Cross-training processes to cover positions while someone is on vacation helps to ensure that the flow of processing information is not interrupted. The drawback of cross-training is that the person covering the position often does this only once or twice per year. Having complete and updated documented processes give the person covering the position something to reference in support of their own personal notes for the process.  Many accounting systems have the ability to add notes to records within the accounting system. This is an excellent way to provide additional and specific information for unique situations that is available to everyone with access to that record.

Public companies are required to have those processes directly related to the compilation of financial information documented. Controls are required to be in place to ensure that reported information is accurate. It is easy to determine that you have the proper controls in place when you have documented the processes that are followed in your company.

Each position should be documented with a list of responsibilities for that position and a minimum of the items required to complete those responsibilities.  Procedures including screen prints and report samples provide a solid reference for anyone required to complete a process. Documenting processes does not have to overload your employees. Processes can be done during the course of the work day.

This easy procedure will assist documenting critical positions in your companies workflow.
1    Make a list of the position responsibilities as they occur. This is easily done by keeping a word processing document open or a pad of paper handy to record the current task being worked on.

2    Write out the steps for each responsibility. Write down each step that you do for each task.

3    Provide detailed explanations for each step.

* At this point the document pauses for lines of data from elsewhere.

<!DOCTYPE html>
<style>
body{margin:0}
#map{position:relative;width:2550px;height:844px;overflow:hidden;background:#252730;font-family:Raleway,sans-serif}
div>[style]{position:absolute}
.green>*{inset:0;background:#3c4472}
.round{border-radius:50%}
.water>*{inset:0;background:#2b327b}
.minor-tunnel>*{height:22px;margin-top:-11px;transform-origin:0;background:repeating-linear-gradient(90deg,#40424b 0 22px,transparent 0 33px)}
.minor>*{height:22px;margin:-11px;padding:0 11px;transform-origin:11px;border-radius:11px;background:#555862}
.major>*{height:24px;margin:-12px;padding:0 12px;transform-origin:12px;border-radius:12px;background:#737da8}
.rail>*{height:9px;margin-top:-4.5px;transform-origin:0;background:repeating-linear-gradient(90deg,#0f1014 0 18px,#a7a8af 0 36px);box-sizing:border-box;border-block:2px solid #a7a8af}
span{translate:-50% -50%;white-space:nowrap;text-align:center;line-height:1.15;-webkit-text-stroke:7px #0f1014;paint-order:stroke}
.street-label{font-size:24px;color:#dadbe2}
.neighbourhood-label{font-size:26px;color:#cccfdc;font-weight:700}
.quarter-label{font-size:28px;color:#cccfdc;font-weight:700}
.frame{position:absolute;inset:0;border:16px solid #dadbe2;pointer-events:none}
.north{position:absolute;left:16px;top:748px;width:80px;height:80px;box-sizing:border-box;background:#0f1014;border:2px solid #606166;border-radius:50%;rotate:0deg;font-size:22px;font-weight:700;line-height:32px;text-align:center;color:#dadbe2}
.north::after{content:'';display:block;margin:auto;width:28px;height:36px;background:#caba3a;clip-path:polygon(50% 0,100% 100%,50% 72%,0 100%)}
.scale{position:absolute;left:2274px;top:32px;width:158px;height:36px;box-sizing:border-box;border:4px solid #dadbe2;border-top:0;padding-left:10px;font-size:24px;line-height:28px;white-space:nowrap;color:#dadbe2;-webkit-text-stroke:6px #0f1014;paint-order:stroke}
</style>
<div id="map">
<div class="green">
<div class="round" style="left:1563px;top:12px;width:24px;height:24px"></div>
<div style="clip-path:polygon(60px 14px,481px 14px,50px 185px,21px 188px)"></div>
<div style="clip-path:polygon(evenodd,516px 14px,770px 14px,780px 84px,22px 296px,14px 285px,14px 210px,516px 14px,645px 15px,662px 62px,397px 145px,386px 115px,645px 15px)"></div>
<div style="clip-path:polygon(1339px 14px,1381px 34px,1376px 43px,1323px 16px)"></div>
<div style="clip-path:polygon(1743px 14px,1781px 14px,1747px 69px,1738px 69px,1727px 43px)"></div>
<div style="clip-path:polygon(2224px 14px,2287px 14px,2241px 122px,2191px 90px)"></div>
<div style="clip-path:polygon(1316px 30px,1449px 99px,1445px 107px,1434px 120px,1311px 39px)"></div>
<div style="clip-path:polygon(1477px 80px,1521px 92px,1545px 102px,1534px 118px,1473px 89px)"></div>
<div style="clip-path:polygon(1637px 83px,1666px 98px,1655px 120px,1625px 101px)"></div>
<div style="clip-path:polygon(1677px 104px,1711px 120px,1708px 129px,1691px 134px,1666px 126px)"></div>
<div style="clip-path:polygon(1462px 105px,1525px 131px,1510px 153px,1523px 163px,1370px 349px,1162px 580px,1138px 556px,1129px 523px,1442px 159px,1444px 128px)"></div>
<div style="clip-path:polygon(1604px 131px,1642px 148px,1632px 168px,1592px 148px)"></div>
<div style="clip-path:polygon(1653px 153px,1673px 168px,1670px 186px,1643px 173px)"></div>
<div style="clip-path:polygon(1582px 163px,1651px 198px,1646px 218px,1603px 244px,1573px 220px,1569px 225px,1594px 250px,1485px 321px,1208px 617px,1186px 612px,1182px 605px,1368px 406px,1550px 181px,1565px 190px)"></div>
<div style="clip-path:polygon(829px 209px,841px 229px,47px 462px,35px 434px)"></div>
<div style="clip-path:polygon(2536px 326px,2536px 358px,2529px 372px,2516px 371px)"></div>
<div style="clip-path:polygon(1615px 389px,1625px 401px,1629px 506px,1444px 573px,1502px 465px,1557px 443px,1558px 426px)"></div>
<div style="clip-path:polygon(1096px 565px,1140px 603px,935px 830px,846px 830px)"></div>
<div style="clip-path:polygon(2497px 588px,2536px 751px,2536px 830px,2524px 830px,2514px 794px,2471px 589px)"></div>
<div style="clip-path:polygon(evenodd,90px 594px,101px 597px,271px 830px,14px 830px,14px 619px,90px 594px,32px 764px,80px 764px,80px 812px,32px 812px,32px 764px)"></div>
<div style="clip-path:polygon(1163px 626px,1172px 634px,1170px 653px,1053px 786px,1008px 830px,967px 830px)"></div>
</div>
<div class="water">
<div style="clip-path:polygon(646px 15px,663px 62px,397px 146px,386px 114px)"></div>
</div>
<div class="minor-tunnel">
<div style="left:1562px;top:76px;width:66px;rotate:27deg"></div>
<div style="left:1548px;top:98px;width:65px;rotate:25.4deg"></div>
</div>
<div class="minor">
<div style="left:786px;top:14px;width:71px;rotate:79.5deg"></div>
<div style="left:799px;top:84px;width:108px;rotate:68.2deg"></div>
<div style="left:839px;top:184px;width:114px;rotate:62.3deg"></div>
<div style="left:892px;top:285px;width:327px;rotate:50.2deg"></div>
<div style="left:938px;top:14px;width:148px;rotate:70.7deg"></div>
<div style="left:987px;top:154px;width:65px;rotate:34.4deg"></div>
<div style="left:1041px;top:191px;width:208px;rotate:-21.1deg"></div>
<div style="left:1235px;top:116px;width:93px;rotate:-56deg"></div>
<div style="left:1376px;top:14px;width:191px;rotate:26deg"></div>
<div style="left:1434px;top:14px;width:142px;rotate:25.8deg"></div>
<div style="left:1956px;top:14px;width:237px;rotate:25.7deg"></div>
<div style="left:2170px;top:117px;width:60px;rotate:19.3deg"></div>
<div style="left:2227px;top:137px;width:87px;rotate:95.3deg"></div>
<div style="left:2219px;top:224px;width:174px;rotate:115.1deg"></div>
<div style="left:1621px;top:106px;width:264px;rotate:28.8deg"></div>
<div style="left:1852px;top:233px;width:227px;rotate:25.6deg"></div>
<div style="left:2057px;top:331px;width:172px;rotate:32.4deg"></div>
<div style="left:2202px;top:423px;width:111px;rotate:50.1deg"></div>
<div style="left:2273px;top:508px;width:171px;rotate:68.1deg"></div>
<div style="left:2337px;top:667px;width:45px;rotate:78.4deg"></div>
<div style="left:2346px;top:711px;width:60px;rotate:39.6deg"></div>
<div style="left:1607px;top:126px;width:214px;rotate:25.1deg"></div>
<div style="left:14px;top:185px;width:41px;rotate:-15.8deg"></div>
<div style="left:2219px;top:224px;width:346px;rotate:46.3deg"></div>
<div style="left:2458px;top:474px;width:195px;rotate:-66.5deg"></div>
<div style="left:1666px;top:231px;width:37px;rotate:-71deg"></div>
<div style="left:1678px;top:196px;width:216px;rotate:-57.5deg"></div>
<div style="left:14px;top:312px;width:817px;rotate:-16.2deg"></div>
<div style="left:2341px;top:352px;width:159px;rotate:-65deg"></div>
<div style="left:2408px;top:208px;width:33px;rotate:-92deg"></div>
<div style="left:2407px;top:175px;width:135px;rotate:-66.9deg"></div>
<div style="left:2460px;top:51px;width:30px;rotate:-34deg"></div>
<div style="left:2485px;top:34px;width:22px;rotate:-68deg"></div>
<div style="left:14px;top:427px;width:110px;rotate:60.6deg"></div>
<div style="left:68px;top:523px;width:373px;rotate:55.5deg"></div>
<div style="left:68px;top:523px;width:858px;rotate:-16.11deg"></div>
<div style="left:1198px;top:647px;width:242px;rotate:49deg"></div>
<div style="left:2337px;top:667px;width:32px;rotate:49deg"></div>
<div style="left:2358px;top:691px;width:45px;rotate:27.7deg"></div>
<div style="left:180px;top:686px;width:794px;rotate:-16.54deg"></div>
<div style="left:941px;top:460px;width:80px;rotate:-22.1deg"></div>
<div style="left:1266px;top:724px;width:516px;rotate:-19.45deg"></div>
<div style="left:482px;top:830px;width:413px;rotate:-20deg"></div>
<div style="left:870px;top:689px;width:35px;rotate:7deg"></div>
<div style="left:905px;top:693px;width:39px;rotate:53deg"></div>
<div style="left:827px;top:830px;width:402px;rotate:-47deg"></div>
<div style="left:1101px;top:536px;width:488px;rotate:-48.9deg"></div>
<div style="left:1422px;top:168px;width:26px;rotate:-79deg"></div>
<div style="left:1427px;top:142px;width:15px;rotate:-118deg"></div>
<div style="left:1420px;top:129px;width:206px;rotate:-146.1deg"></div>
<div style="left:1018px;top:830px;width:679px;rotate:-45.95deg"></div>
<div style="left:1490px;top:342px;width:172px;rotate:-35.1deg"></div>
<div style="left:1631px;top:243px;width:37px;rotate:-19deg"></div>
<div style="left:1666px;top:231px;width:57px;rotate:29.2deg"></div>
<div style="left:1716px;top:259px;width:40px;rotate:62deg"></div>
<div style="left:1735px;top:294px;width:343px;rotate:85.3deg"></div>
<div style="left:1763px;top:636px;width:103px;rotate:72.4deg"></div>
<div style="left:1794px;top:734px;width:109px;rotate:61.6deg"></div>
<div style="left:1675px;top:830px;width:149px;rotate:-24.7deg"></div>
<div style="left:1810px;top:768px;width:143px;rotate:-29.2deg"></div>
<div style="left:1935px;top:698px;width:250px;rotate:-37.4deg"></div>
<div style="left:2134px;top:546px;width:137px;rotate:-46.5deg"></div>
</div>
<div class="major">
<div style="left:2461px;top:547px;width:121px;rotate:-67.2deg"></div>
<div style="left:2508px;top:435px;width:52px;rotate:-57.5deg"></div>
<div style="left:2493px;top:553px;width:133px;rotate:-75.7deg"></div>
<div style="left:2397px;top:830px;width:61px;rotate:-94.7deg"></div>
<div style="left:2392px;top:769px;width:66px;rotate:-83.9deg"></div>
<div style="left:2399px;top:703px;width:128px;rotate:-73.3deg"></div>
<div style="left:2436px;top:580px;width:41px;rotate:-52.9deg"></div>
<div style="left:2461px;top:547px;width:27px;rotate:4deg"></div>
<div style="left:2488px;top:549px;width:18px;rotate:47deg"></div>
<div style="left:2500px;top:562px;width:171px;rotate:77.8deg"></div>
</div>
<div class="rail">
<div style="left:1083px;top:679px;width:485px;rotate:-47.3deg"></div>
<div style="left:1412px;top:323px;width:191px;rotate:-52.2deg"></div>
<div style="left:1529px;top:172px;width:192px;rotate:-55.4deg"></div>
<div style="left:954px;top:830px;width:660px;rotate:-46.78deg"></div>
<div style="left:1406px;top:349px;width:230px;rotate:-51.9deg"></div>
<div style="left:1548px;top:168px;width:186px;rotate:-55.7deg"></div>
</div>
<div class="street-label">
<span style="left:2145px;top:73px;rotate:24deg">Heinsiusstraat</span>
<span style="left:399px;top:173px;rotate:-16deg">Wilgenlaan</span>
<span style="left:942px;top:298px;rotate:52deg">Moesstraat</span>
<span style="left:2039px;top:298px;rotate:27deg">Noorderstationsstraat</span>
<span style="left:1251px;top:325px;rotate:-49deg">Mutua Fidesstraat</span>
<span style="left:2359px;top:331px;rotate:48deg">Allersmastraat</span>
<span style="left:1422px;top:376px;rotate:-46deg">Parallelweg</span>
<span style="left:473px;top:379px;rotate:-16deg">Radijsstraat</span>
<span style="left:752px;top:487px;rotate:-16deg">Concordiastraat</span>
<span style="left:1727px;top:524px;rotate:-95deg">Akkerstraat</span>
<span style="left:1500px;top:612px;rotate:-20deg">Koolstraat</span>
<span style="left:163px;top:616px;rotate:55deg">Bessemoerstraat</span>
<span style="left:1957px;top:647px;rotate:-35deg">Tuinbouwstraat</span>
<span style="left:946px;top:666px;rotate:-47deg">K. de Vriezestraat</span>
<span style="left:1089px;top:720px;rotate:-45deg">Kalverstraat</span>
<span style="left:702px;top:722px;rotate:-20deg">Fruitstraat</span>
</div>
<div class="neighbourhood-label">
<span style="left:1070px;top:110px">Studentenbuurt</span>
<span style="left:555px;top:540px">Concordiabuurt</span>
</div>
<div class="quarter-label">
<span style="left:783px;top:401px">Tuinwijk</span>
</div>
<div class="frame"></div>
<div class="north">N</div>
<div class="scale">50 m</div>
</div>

Include the use of screen prints where applicable. Referencing a picture helps to jog the memory.

4    Test the written procedure that next time you do that task. Update it with any steps you have missed. Be careful to document every step. Don’t overlook steps have become second nature.  Another person following the procedure may not have the same technical knowledge base that you have.

5    Review the procedure on a yearly basis by following it to ensure that process changes are documented.

6    Document a list of exceptions to the process and description of how those exceptions are handled.

7    Store a copy of all procedures in a common folder.

Insure against the loss of valuable knowledge in your companies processes by reviewing and updating your processes and procedures today.